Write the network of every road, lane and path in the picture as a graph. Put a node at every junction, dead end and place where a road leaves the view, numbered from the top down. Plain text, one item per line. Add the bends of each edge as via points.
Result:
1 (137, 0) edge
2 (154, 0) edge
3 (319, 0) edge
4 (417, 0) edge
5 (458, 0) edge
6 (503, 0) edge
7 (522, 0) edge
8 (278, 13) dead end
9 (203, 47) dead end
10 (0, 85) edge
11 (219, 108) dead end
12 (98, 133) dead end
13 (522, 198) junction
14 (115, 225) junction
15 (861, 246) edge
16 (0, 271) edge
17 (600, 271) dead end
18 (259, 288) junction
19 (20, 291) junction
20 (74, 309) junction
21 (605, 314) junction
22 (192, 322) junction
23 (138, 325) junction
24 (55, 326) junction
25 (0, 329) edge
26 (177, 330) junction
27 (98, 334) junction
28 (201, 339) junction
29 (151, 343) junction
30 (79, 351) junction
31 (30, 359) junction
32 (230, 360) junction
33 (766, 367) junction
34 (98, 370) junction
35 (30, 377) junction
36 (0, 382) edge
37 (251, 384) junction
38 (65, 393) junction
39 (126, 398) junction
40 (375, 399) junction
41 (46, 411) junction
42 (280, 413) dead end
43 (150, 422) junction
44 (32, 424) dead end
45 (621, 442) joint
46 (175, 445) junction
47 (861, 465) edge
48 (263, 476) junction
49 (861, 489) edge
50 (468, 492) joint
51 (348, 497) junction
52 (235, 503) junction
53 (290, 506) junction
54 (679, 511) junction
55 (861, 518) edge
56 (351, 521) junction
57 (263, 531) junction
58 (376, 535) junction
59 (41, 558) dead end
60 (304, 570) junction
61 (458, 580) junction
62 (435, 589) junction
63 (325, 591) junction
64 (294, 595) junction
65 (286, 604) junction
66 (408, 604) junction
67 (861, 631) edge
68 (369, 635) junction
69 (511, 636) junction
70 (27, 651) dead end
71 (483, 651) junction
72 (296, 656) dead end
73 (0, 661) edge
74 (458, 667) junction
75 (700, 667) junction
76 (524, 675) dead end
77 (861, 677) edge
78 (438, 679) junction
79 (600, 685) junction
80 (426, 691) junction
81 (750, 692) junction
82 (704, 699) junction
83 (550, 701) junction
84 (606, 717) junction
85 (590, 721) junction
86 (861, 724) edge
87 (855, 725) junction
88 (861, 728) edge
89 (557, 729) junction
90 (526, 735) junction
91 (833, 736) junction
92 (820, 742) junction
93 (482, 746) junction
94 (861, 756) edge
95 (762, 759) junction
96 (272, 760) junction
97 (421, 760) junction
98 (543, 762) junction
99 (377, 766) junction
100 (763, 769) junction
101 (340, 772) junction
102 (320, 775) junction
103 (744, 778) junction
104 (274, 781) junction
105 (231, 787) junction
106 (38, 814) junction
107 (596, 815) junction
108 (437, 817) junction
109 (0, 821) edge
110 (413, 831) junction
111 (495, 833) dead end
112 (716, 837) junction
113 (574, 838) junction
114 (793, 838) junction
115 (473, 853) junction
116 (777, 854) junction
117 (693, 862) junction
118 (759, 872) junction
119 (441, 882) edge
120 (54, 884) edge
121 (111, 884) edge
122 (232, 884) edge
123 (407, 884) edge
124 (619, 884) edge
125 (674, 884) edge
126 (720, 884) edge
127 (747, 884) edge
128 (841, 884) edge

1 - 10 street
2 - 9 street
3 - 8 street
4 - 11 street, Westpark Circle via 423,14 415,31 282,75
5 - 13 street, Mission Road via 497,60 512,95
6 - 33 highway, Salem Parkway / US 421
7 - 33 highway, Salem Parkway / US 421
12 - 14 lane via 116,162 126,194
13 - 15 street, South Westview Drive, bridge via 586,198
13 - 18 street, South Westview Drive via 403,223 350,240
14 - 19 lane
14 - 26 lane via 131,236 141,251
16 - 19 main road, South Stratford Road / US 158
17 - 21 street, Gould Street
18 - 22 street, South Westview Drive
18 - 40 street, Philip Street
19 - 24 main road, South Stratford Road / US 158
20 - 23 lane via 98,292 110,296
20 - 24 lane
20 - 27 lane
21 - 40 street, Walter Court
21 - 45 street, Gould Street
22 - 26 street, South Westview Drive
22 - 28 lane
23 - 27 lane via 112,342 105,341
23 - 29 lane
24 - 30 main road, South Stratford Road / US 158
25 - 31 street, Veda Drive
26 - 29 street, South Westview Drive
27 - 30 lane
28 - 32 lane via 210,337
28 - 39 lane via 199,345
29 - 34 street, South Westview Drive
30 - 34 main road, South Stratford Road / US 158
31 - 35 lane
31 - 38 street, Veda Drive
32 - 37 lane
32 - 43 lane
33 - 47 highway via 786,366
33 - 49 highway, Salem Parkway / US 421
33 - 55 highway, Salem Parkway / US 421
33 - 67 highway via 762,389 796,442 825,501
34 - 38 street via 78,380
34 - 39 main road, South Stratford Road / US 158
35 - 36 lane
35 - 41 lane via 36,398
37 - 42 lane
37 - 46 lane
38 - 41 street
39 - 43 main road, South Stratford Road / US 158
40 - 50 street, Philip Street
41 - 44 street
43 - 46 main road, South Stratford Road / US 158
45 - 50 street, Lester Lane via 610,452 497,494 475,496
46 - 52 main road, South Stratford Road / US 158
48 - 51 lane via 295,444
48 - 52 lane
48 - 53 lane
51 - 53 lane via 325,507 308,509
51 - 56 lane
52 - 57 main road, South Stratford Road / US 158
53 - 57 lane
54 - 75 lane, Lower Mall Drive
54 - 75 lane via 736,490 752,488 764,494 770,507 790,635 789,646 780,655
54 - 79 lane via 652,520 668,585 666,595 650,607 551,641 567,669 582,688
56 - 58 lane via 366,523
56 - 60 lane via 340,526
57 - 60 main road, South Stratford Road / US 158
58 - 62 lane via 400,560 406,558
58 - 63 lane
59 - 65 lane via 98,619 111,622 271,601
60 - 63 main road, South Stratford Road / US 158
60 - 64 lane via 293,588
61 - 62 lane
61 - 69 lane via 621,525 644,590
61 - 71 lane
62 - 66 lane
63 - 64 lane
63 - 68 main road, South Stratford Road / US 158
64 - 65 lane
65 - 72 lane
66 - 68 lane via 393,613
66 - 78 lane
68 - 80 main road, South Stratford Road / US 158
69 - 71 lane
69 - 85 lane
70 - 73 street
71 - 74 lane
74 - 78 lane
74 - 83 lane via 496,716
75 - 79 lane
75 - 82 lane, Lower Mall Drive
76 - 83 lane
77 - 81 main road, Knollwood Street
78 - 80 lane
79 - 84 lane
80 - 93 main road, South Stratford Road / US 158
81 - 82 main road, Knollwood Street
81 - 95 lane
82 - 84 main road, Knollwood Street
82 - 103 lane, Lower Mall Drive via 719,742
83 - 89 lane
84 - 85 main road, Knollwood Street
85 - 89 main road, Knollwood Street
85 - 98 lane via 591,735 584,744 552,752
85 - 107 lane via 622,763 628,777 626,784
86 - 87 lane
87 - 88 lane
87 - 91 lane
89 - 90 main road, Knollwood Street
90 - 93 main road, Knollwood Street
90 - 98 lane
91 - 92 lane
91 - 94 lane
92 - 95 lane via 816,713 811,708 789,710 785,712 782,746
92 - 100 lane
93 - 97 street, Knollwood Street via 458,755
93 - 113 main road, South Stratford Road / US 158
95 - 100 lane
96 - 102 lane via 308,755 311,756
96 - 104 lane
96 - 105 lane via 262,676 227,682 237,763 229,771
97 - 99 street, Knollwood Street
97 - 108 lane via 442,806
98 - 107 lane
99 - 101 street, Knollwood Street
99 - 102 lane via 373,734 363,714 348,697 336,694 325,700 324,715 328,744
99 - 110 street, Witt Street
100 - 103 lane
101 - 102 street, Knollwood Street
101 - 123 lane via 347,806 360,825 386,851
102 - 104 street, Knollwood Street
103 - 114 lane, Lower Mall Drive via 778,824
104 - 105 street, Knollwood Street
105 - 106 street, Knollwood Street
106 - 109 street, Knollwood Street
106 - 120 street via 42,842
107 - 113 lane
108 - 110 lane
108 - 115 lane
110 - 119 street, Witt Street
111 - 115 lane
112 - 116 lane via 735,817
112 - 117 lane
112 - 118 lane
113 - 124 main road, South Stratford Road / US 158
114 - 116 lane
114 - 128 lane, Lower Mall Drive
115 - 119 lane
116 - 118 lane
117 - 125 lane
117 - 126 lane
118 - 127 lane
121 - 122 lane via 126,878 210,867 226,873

▸ Task brief
Please copy out each line of the data in which the word "highway" occurs.

▸ Problem solution
6 - 33 highway, Salem Parkway / US 421
7 - 33 highway, Salem Parkway / US 421
33 - 47 highway via 786,366
33 - 49 highway, Salem Parkway / US 421
33 - 55 highway, Salem Parkway / US 421
33 - 67 highway via 762,389 796,442 825,501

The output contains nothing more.